こういう問題が生ずるのは、開発者には予め自分と同じようなユーザーの姿だけが頭にあるからだろう。開発者自身の延長線上にユーザーがいる。しかし、開発者の想定しない、ユーザーになれない人たちがいる。その結果、製品は、ある人には用意されているが、ある人には用意されていないということになる。さらに新製品により害を受ける人が出るのは深刻な問題である。

道具が特定の人を対象に作られているのは、いろいろな物を見て気がつく。ハサミは、多くは右利き用で、左手では使いにくい。ゴルフドライバー、野球グローブ、ドアノブの位置など、たくさんの同様の例がある。

技術開発され、新製品ができたときは、使える人と使えない人の格差が生まれる。やがて、その格差は、それが気づかれた以後は、次第になくなっていくと思うのは、楽観的すぎるだろうか。とにかく製品を使えない人を知ることが重要だ。それが新たな技術を生むだろう。
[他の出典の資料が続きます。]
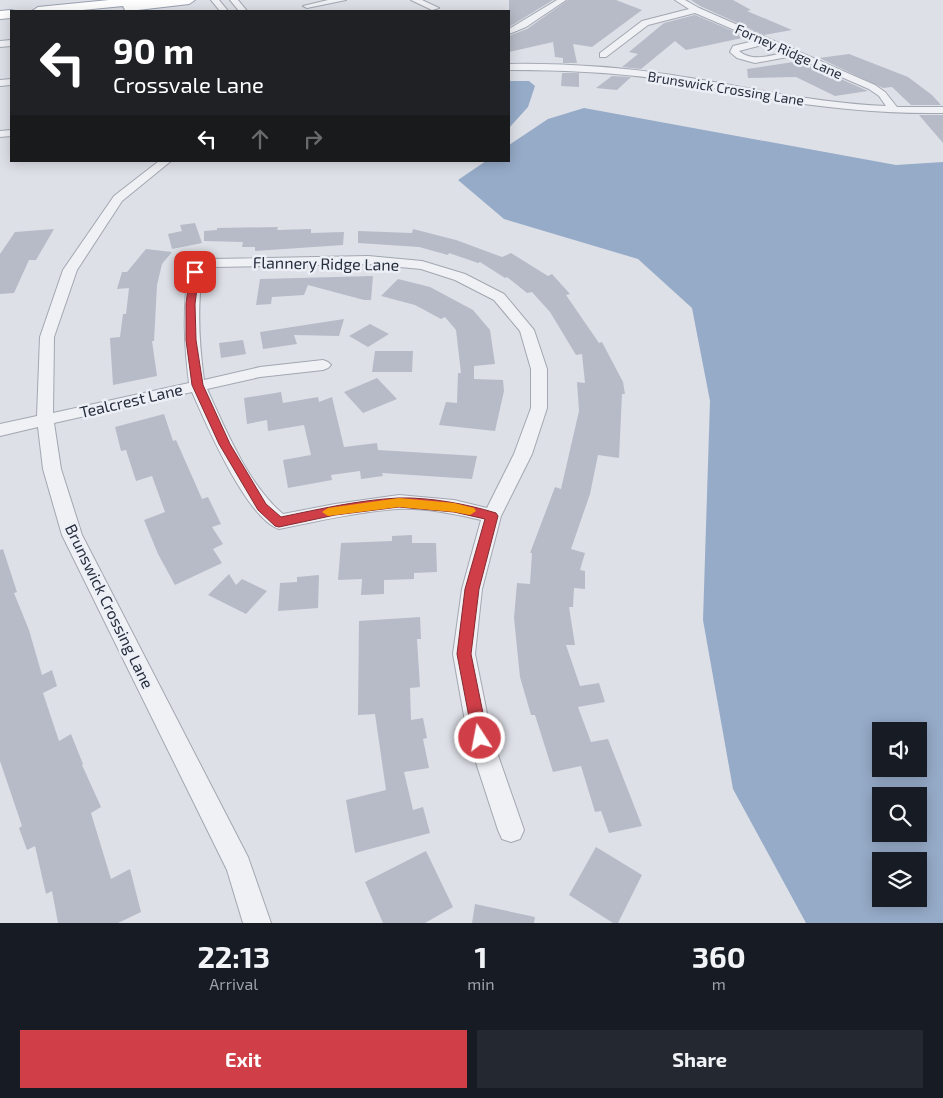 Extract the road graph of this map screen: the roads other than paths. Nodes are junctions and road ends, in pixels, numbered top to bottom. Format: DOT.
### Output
graph roads {
  1 [pos="146,0"];
  2 [pos="189,0"];
  3 [pos="215,0"];
  4 [pos="234,0"];
  5 [pos="342,0"];
  6 [pos="416,0"];
  7 [pos="559,0"];
  8 [pos="679,0"];
  9 [pos="434,8"];
  10 [pos="48,10"];
  11 [pos="94,10"];
  12 [pos="223,10"];
  13 [pos="242,10"];
  14 [pos="314,10"];
  15 [pos="696,10"];
  16 [pos="510,32"];
  17 [pos="767,41"];
  18 [pos="794,53"];
  19 [pos="603,55"];
  20 [pos="510,67"];
  21 [pos="893,110"];
  22 [pos="943,110"];
  23 [pos="165,162"];
  24 [pos="323,365"];
  25 [pos="197,385"];
  26 [pos="45,419"];
  27 [pos="0,430"];
  28 [pos="492,516"];
  29 [pos="511,830"];
  30 [pos="257,923"];
  1 -- 10 [label="main road"];
  2 -- 11 [label="main road"];
  3 -- 12 [label="street"];
  4 -- 13 [label="street"];
  5 -- 14 [label="street"];
  6 -- 9 [label="street"];
  7 -- 16 [label="street"];
  8 -- 15 [label="street, Forney Ridge Lane"];
  15 -- 17 [label="street, Forney Ridge Lane"];
  15 -- 19 [label="street"];
  17 -- 18 [label="street, Forney Ridge Lane"];
  17 -- 18 [label="street"];
  18 -- 21 [label="street, Forney Ridge Lane"];
  20 -- 21 [label="street, Brunswick Crossing Lane"];
  21 -- 22 [label="street, Brunswick Crossing Lane"];
  23 -- 26 [label="street, Brunswick Crossing Lane"];
  24 -- 25 [label="street, Tealcrest Lane"];
  25 -- 26 [label="street, Tealcrest Lane"];
  25 -- 28 [label="street"];
  25 -- 28 [label="street, Flannery Ridge Lane"];
  26 -- 27 [label="street, Tealcrest Lane"];
  26 -- 30 [label="street, Brunswick Crossing Lane"];
  28 -- 29 [label="street, Flannery Ridge Lane"];
}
パソコンのマウスは、視覚に不自由しない人を前提に作られた。しかし、マウスに依らなくても別の入力の方法が可能である。デジタル化そのものは、視覚に不自由な人にも恩恵を与えたことは否めない。視覚障がい者の就業に携わっていた人は、文字は電子化されれば、音声による出力もできるし、点字変換も可能だし、どんなことにも対応できると語っていた。トータルで見れば、情報化は、人間全体に恩恵を与えたと思う。

今通院している病院の待合室には、WiFiがつながれていて、スマホが快適に使える。医療機器と携帯電話の関係が改善されたと思いたいが、実際はどうなのだろう。これについて、こんな記事があった。15センチ以上離して使えば大丈夫のようだ。